#### [What the task requires]
Nothing in the data may be omitted; output it all verbatim.

____ Source material

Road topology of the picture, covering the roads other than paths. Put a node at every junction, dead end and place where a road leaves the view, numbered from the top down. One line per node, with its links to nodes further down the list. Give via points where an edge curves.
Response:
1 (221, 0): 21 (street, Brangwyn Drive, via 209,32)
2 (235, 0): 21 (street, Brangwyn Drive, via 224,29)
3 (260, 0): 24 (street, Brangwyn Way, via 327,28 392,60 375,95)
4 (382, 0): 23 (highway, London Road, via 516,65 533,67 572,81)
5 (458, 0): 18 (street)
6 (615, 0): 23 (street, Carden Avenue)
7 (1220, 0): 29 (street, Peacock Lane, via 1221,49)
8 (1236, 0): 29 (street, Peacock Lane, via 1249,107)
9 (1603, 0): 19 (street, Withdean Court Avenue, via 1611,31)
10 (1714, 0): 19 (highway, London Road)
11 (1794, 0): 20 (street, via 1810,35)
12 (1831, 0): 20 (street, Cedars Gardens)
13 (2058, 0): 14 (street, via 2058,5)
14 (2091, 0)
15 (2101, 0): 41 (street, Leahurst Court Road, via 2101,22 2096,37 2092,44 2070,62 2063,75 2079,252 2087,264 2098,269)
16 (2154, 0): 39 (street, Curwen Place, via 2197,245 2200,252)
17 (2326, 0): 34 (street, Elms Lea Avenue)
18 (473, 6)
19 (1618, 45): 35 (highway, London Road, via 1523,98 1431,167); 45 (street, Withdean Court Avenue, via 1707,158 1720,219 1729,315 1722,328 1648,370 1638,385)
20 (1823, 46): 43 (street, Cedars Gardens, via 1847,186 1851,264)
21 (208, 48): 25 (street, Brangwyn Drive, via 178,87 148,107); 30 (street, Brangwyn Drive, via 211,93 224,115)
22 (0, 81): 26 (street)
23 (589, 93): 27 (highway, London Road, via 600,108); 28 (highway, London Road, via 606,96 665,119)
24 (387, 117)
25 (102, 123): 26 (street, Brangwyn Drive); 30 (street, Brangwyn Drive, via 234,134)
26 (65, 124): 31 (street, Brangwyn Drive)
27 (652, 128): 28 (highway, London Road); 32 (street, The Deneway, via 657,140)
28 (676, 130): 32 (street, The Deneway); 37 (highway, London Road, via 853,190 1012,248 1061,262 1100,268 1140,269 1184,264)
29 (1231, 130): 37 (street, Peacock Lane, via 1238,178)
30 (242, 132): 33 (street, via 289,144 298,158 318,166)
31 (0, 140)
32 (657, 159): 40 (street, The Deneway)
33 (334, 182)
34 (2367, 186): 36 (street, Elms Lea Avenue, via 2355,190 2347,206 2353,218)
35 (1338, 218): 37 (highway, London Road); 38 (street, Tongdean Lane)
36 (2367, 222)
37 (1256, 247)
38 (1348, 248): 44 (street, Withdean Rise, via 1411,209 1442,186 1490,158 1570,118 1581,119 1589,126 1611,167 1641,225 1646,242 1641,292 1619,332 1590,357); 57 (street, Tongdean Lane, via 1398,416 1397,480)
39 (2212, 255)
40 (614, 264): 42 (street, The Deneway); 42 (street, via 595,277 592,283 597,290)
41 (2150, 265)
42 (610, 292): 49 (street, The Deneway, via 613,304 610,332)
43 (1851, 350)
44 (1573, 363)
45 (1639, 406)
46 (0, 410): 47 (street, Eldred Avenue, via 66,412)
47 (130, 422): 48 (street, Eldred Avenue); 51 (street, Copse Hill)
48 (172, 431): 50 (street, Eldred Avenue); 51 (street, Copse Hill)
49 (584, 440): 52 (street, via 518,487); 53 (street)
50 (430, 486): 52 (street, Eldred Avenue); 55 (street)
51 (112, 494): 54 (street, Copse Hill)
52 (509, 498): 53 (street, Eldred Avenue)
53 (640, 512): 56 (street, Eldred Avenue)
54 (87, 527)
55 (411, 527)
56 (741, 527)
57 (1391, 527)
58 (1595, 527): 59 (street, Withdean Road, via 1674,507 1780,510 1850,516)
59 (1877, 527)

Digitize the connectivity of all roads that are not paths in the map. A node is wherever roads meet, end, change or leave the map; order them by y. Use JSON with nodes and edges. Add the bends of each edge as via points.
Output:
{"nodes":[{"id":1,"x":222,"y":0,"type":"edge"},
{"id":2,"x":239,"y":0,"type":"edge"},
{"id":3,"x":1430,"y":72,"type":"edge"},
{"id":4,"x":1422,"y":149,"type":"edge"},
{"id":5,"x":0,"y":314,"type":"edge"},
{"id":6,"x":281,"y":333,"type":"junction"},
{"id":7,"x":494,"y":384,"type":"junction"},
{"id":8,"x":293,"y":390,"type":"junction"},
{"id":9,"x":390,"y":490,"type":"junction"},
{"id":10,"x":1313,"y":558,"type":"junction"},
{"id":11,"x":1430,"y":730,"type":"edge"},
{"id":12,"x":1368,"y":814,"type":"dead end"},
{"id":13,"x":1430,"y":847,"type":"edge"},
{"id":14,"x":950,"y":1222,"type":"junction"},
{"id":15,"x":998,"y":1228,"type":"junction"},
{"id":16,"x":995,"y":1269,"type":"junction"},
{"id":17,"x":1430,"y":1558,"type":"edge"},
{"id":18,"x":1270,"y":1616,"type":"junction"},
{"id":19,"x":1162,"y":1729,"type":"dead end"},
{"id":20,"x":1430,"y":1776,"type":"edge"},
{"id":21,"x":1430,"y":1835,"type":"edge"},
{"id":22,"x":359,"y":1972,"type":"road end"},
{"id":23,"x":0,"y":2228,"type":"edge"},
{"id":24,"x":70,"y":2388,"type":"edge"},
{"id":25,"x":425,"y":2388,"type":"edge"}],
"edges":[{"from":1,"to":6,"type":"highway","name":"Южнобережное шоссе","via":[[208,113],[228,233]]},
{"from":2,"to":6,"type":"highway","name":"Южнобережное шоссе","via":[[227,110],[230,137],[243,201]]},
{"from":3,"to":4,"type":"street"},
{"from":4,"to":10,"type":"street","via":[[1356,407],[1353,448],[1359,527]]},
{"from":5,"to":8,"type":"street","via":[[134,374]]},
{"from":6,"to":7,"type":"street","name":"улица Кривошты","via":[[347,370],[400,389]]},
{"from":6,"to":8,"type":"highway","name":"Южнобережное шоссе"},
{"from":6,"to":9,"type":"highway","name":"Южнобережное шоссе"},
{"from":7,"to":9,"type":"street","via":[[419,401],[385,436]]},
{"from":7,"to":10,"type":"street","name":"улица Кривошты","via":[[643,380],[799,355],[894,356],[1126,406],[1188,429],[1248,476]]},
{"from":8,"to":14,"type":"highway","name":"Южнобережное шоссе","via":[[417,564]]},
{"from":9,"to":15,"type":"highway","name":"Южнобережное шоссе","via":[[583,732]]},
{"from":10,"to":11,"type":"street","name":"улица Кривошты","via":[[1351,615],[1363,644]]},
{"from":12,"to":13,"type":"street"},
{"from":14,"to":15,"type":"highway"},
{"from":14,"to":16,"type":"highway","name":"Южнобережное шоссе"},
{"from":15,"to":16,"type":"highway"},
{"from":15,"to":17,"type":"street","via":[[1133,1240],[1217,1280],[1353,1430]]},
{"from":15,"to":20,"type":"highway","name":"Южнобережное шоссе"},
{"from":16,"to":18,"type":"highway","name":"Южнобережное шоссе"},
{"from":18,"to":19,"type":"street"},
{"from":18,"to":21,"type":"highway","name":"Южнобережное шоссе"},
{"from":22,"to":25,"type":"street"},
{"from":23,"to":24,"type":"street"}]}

________

#### [Exercise solution]
Road topology of the picture, covering the roads other than paths. Put a node at every junction, dead end and place where a road leaves the view, numbered from the top down. One line per node, with its links to nodes further down the list. Give via points where an edge curves.
Response:
1 (221, 0): 21 (street, Brangwyn Drive, via 209,32)
2 (235, 0): 21 (street, Brangwyn Drive, via 224,29)
3 (260, 0): 24 (street, Brangwyn Way, via 327,28 392,60 375,95)
4 (382, 0): 23 (highway, London Road, via 516,65 533,67 572,81)
5 (458, 0): 18 (street)
6 (615, 0): 23 (street, Carden Avenue)
7 (1220, 0): 29 (street, Peacock Lane, via 1221,49)
8 (1236, 0): 29 (street, Peacock Lane, via 1249,107)
9 (1603, 0): 19 (street, Withdean Court Avenue, via 1611,31)
10 (1714, 0): 19 (highway, London Road)
11 (1794, 0): 20 (street, via 1810,35)
12 (1831, 0): 20 (street, Cedars Gardens)
13 (2058, 0): 14 (street, via 2058,5)
14 (2091, 0)
15 (2101, 0): 41 (street, Leahurst Court Road, via 2101,22 2096,37 2092,44 2070,62 2063,75 2079,252 2087,264 2098,269)
16 (2154, 0): 39 (street, Curwen Place, via 2197,245 2200,252)
17 (2326, 0): 34 (street, Elms Lea Avenue)
18 (473, 6)
19 (1618, 45): 35 (highway, London Road, via 1523,98 1431,167); 45 (street, Withdean Court Avenue, via 1707,158 1720,219 1729,315 1722,328 1648,370 1638,385)
20 (1823, 46): 43 (street, Cedars Gardens, via 1847,186 1851,264)
21 (208, 48): 25 (street, Brangwyn Drive, via 178,87 148,107); 30 (street, Brangwyn Drive, via 211,93 224,115)
22 (0, 81): 26 (street)
23 (589, 93): 27 (highway, London Road, via 600,108); 28 (highway, London Road, via 606,96 665,119)
24 (387, 117)
25 (102, 123): 26 (street, Brangwyn Drive); 30 (street, Brangwyn Drive, via 234,134)
26 (65, 124): 31 (street, Brangwyn Drive)
27 (652, 128): 28 (highway, London Road); 32 (street, The Deneway, via 657,140)
28 (676, 130): 32 (street, The Deneway); 37 (highway, London Road, via 853,190 1012,248 1061,262 1100,268 1140,269 1184,264)
29 (1231, 130): 37 (street, Peacock Lane, via 1238,178)
30 (242, 132): 33 (street, via 289,144 298,158 318,166)
31 (0, 140)
32 (657, 159): 40 (street, The Deneway)
33 (334, 182)
34 (2367, 186): 36 (street, Elms Lea Avenue, via 2355,190 2347,206 2353,218)
35 (1338, 218): 37 (highway, London Road); 38 (street, Tongdean Lane)
36 (2367, 222)
37 (1256, 247)
38 (1348, 248): 44 (street, Withdean Rise, via 1411,209 1442,186 1490,158 1570,118 1581,119 1589,126 1611,167 1641,225 1646,242 1641,292 1619,332 1590,357); 57 (street, Tongdean Lane, via 1398,416 1397,480)
39 (2212, 255)
40 (614, 264): 42 (street, The Deneway); 42 (street, via 595,277 592,283 597,290)
41 (2150, 265)
42 (610, 292): 49 (street, The Deneway, via 613,304 610,332)
43 (1851, 350)
44 (1573, 363)
45 (1639, 406)
46 (0, 410): 47 (street, Eldred Avenue, via 66,412)
47 (130, 422): 48 (street, Eldred Avenue); 51 (street, Copse Hill)
48 (172, 431): 50 (street, Eldred Avenue); 51 (street, Copse Hill)
49 (584, 440): 52 (street, via 518,487); 53 (street)
50 (430, 486): 52 (street, Eldred Avenue); 55 (street)
51 (112, 494): 54 (street, Copse Hill)
52 (509, 498): 53 (street, Eldred Avenue)
53 (640, 512): 56 (street, Eldred Avenue)
54 (87, 527)
55 (411, 527)
56 (741, 527)
57 (1391, 527)
58 (1595, 527): 59 (street, Withdean Road, via 1674,507 1780,510 1850,516)
59 (1877, 527)

Digitize the connectivity of all roads that are not paths in the map. A node is wherever roads meet, end, change or leave the map; order them by y. Use JSON with nodes and edges. Add the bends of each edge as via points.
Output:
{"nodes":[{"id":1,"x":222,"y":0,"type":"edge"},
{"id":2,"x":239,"y":0,"type":"edge"},
{"id":3,"x":1430,"y":72,"type":"edge"},
{"id":4,"x":1422,"y":149,"type":"edge"},
{"id":5,"x":0,"y":314,"type":"edge"},
{"id":6,"x":281,"y":333,"type":"junction"},
{"id":7,"x":494,"y":384,"type":"junction"},
{"id":8,"x":293,"y":390,"type":"junction"},
{"id":9,"x":390,"y":490,"type":"junction"},
{"id":10,"x":1313,"y":558,"type":"junction"},
{"id":11,"x":1430,"y":730,"type":"edge"},
{"id":12,"x":1368,"y":814,"type":"dead end"},
{"id":13,"x":1430,"y":847,"type":"edge"},
{"id":14,"x":950,"y":1222,"type":"junction"},
{"id":15,"x":998,"y":1228,"type":"junction"},
{"id":16,"x":995,"y":1269,"type":"junction"},
{"id":17,"x":1430,"y":1558,"type":"edge"},
{"id":18,"x":1270,"y":1616,"type":"junction"},
{"id":19,"x":1162,"y":1729,"type":"dead end"},
{"id":20,"x":1430,"y":1776,"type":"edge"},
{"id":21,"x":1430,"y":1835,"type":"edge"},
{"id":22,"x":359,"y":1972,"type":"road end"},
{"id":23,"x":0,"y":2228,"type":"edge"},
{"id":24,"x":70,"y":2388,"type":"edge"},
{"id":25,"x":425,"y":2388,"type":"edge"}],
"edges":[{"from":1,"to":6,"type":"highway","name":"Южнобережное шоссе","via":[[208,113],[228,233]]},
{"from":2,"to":6,"type":"highway","name":"Южнобережное шоссе","via":[[227,110],[230,137],[243,201]]},
{"from":3,"to":4,"type":"street"},
{"from":4,"to":10,"type":"street","via":[[1356,407],[1353,448],[1359,527]]},
{"from":5,"to":8,"type":"street","via":[[134,374]]},
{"from":6,"to":7,"type":"street","name":"улица Кривошты","via":[[347,370],[400,389]]},
{"from":6,"to":8,"type":"highway","name":"Южнобережное шоссе"},
{"from":6,"to":9,"type":"highway","name":"Южнобережное шоссе"},
{"from":7,"to":9,"type":"street","via":[[419,401],[385,436]]},
{"from":7,"to":10,"type":"street","name":"улица Кривошты","via":[[643,380],[799,355],[894,356],[1126,406],[1188,429],[1248,476]]},
{"from":8,"to":14,"type":"highway","name":"Южнобережное шоссе","via":[[417,564]]},
{"from":9,"to":15,"type":"highway","name":"Южнобережное шоссе","via":[[583,732]]},
{"from":10,"to":11,"type":"street","name":"улица Кривошты","via":[[1351,615],[1363,644]]},
{"from":12,"to":13,"type":"street"},
{"from":14,"to":15,"type":"highway"},
{"from":14,"to":16,"type":"highway","name":"Южнобережное шоссе"},
{"from":15,"to":16,"type":"highway"},
{"from":15,"to":17,"type":"street","via":[[1133,1240],[1217,1280],[1353,1430]]},
{"from":15,"to":20,"type":"highway","name":"Южнобережное шоссе"},
{"from":16,"to":18,"type":"highway","name":"Южнобережное шоссе"},
{"from":18,"to":19,"type":"street"},
{"from":18,"to":21,"type":"highway","name":"Южнобережное шоссе"},
{"from":22,"to":25,"type":"street"},
{"from":23,"to":24,"type":"street"}]}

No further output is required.